OPEN UNIVERSITY SEPTEMBER 4, 2006

On Polarization

Continuing the discussion of polarization: One of Cass's papers on the topic discusses the development of academic "schools" (law and economics or critical legal studies, for example) as such examples of group polarization and cascades. I read the paper, maybe against Cass's intention, as offering some good reason for homogeneity at one, early, intellectual stage of development. People are more likely to see an idea through to its conclusions and to test its limits if they are receiving informational and reputational signals from those around them that the idea is a promising one. In other words, a potential intellectual school is most likely to develop into a genuine one in a somewhat homogenous environment.

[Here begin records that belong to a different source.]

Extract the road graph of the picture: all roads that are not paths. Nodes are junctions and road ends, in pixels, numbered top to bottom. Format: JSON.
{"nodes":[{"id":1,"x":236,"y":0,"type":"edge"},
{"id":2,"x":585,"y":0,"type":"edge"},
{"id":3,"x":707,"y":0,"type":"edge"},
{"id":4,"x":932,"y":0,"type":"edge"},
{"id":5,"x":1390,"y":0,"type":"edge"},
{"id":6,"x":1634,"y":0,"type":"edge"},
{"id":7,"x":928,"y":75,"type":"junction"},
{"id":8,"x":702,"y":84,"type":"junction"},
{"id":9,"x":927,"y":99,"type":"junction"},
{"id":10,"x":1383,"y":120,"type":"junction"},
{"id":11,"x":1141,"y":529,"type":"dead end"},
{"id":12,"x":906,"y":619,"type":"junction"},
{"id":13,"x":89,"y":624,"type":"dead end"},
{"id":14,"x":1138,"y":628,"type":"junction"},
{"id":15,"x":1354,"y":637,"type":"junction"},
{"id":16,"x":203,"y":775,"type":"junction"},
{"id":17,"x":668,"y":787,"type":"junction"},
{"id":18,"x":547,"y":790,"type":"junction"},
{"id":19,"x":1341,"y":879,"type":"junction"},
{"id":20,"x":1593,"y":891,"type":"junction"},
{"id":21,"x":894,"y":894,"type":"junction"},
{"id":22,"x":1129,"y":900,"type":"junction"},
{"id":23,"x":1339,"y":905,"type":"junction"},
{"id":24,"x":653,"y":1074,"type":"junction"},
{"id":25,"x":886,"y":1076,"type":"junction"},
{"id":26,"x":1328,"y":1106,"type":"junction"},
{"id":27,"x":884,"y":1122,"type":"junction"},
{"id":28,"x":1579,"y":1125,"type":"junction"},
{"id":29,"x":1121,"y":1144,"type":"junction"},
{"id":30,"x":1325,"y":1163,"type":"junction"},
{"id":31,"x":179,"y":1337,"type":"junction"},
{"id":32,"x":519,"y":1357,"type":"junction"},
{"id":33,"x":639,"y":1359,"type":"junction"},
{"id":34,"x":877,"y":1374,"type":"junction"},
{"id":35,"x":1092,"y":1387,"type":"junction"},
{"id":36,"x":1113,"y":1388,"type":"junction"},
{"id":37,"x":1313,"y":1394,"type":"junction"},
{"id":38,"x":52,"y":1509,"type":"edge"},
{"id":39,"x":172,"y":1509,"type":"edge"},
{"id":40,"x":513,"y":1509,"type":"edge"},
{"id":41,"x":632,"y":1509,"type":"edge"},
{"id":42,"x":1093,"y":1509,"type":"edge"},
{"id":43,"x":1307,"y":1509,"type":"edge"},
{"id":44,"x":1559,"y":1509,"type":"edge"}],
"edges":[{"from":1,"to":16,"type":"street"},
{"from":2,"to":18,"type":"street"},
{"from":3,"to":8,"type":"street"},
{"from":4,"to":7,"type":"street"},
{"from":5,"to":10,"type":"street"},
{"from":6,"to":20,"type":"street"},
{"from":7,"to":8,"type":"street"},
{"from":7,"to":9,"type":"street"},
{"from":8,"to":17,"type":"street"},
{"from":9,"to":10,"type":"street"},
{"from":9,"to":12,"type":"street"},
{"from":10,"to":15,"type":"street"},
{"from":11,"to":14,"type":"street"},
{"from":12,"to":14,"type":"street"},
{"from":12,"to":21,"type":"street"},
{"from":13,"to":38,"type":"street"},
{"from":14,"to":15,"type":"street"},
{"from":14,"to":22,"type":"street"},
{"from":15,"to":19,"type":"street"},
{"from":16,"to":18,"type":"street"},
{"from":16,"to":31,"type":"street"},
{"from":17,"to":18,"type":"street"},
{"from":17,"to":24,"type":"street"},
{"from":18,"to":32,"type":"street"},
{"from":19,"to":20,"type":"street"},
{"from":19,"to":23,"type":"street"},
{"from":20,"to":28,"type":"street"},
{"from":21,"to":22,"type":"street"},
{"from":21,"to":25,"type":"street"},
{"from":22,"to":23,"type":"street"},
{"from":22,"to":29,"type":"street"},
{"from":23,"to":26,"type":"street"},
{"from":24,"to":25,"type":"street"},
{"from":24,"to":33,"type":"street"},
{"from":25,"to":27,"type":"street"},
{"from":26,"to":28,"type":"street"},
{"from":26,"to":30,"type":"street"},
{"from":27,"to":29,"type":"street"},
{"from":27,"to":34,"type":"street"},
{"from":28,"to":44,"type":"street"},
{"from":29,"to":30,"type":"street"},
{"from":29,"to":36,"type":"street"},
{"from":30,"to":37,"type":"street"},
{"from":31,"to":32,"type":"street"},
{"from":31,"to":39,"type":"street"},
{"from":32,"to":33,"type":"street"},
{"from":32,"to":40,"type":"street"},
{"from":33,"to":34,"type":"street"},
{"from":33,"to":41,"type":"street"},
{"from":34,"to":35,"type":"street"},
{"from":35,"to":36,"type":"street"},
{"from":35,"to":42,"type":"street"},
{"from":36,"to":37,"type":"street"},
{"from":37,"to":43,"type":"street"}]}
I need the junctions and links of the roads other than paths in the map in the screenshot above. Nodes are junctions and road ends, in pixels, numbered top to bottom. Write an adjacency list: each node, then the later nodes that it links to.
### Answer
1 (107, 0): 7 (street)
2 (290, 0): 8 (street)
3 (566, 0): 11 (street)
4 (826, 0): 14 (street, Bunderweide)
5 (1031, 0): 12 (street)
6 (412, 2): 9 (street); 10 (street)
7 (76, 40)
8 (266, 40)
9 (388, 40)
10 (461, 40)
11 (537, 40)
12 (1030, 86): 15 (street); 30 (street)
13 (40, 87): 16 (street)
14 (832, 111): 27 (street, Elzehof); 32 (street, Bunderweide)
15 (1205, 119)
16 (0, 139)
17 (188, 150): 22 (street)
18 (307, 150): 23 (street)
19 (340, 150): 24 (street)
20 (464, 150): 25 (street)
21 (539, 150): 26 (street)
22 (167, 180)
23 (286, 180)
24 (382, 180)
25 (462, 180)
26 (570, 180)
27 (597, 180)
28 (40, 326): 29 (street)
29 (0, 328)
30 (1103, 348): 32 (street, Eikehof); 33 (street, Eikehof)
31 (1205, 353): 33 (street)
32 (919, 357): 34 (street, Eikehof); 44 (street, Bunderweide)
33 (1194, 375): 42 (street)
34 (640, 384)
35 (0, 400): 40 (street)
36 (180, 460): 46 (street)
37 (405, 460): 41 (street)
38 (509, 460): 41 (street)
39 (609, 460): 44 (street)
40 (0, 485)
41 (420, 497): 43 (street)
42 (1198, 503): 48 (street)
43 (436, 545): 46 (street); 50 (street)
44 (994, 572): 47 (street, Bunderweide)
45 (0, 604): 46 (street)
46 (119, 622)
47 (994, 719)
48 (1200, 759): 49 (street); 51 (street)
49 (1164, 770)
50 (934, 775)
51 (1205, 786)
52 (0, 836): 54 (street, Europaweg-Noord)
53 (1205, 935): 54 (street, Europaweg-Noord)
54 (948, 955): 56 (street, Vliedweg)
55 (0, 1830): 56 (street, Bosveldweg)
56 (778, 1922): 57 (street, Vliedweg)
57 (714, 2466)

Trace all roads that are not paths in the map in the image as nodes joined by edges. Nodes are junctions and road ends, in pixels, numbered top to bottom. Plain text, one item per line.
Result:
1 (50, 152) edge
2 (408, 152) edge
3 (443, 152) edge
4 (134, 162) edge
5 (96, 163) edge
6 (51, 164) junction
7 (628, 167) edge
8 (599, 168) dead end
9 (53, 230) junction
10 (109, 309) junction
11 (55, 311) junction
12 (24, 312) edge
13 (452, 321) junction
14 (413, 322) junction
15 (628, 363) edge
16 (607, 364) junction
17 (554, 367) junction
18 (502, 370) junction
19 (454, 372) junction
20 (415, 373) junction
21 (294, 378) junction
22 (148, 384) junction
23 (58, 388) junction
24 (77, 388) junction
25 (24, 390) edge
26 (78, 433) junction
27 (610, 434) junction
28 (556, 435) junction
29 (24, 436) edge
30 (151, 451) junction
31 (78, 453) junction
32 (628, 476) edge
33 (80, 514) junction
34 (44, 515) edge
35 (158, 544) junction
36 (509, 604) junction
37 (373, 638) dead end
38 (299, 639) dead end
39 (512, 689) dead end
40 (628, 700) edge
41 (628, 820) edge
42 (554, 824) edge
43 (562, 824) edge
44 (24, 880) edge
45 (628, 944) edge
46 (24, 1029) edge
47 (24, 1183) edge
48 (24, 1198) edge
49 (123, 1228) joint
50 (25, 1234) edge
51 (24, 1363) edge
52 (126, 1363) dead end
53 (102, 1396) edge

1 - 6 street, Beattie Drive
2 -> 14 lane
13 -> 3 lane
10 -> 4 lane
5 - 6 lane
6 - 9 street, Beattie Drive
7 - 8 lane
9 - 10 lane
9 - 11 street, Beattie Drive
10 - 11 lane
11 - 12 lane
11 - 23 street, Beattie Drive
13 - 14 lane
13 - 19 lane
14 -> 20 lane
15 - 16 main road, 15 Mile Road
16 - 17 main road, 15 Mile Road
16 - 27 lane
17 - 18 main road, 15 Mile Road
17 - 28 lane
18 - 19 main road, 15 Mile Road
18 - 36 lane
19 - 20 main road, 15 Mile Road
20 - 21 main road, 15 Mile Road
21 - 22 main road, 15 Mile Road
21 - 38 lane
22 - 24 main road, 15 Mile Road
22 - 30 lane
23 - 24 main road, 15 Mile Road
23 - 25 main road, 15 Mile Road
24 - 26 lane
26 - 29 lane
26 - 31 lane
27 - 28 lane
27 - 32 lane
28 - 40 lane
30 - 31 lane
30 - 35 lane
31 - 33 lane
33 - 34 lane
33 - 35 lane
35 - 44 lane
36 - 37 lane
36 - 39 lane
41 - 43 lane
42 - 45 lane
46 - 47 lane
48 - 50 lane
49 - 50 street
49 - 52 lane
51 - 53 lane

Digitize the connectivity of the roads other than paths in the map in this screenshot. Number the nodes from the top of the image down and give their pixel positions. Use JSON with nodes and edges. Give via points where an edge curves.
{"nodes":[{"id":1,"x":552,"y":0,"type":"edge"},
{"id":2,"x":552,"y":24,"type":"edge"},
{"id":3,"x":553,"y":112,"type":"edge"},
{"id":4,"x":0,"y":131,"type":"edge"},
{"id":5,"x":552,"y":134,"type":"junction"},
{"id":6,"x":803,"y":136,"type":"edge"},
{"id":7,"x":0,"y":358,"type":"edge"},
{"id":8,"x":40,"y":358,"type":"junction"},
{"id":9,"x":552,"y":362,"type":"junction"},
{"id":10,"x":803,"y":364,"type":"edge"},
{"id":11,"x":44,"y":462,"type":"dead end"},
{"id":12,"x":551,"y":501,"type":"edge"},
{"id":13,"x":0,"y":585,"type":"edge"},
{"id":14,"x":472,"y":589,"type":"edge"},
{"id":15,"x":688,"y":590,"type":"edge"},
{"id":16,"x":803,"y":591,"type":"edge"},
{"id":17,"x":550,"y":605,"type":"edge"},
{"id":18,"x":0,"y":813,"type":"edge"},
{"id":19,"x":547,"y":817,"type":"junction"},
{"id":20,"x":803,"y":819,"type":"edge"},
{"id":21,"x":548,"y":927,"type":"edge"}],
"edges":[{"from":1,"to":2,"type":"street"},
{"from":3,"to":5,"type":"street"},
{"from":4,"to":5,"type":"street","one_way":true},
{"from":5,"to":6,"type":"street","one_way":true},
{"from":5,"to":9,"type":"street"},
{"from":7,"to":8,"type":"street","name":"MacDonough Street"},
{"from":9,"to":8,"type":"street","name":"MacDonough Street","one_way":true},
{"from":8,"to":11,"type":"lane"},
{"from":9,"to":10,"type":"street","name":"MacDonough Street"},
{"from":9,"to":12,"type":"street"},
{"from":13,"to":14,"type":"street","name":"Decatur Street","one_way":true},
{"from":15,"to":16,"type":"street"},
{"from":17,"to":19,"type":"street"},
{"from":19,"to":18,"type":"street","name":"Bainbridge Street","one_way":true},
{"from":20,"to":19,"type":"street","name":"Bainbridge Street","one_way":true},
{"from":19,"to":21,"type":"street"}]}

But the time and place for that homogeneity clearly runs out at a certain point. A major conference roundtable (at least at APSA, "roundtable" means "speeches" whereas "panel" means "the presentation of pre-circulated papers) isn't a place where research agendas are developed and explored, but one where they're propounded and proclaimed. Homogeneity in that context is more like a rally than it is like a research institute, and the group polarization that follows is likely to be boring at best, oppressive at worst, without any of the potential to generate fruitful new ideas that comes from some homogeneity at the earlier stage.

I should add that I think the benefits of homogeneity at the earlier stage are temptingly easy to exaggerate. Cass' paper is careful about this. The same social settings that nurture an intellectual school of great promise, one that might have been squelched in a more heterogenous setting, can also nuture pointless fads that would have been better squelched. But if schools of thought are an important part of learning and intellectual development over time, then some dumb fads might be a price that has to be paid for them.